• Input:
---*---

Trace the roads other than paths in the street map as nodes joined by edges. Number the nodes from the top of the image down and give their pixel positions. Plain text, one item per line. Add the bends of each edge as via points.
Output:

---*---

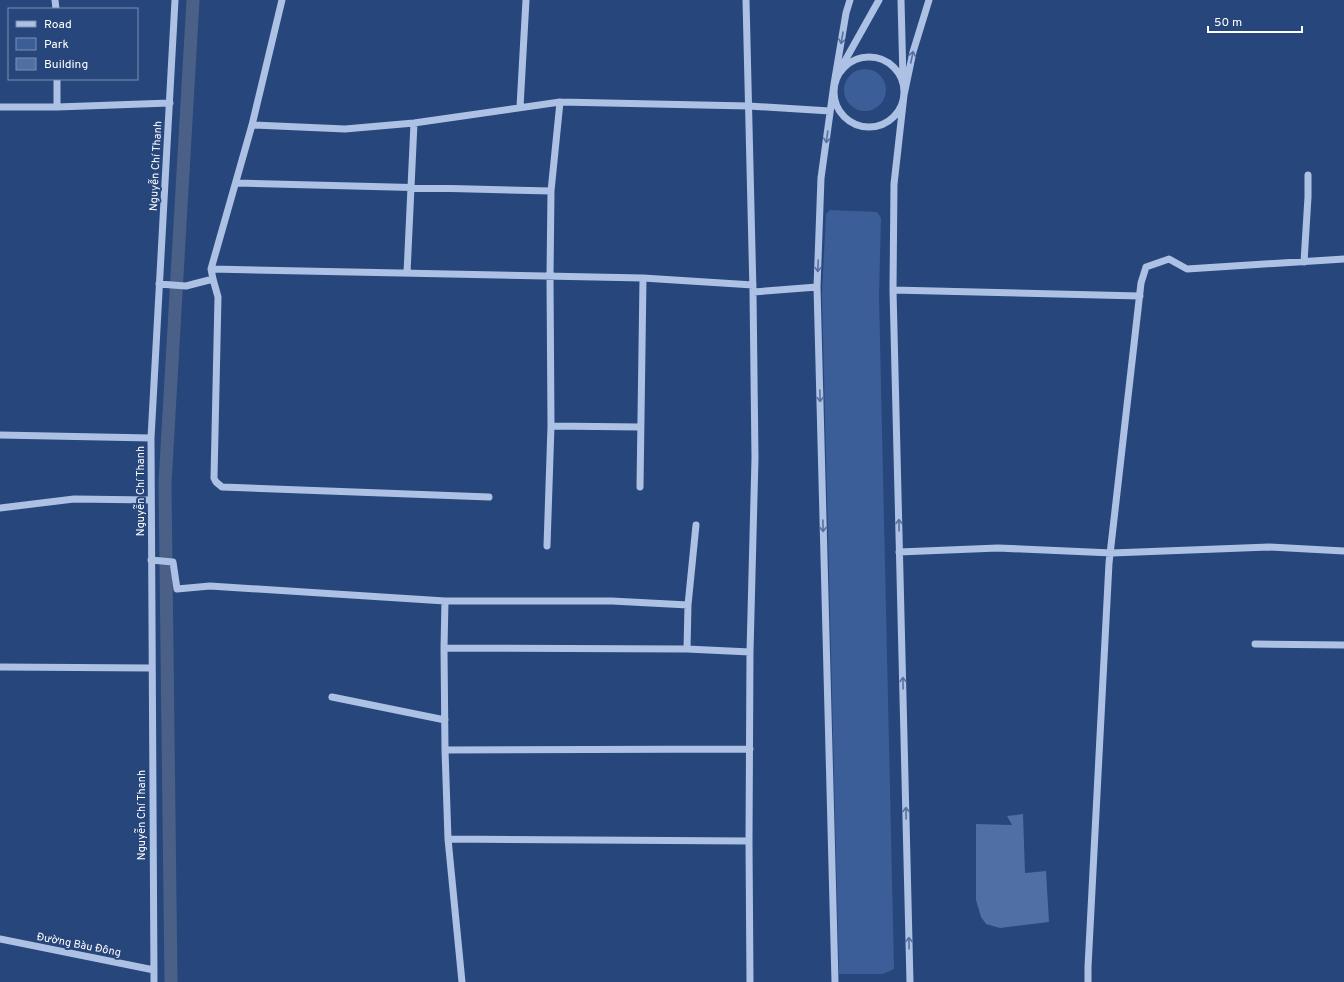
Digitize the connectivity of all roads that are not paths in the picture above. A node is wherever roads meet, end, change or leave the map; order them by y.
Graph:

---*---

• Task prompt: Locate the word "roads" in the entries, and copy every line where it is found.

• Exercise solution:
Trace the roads other than paths in the street map as nodes joined by edges. Number the nodes from the top of the image down and give their pixel positions. Plain text, one item per line. Add the bends of each edge as via points.
Digitize the connectivity of all roads that are not paths in the picture above. A node is wherever roads meet, end, change or leave the map; order them by y.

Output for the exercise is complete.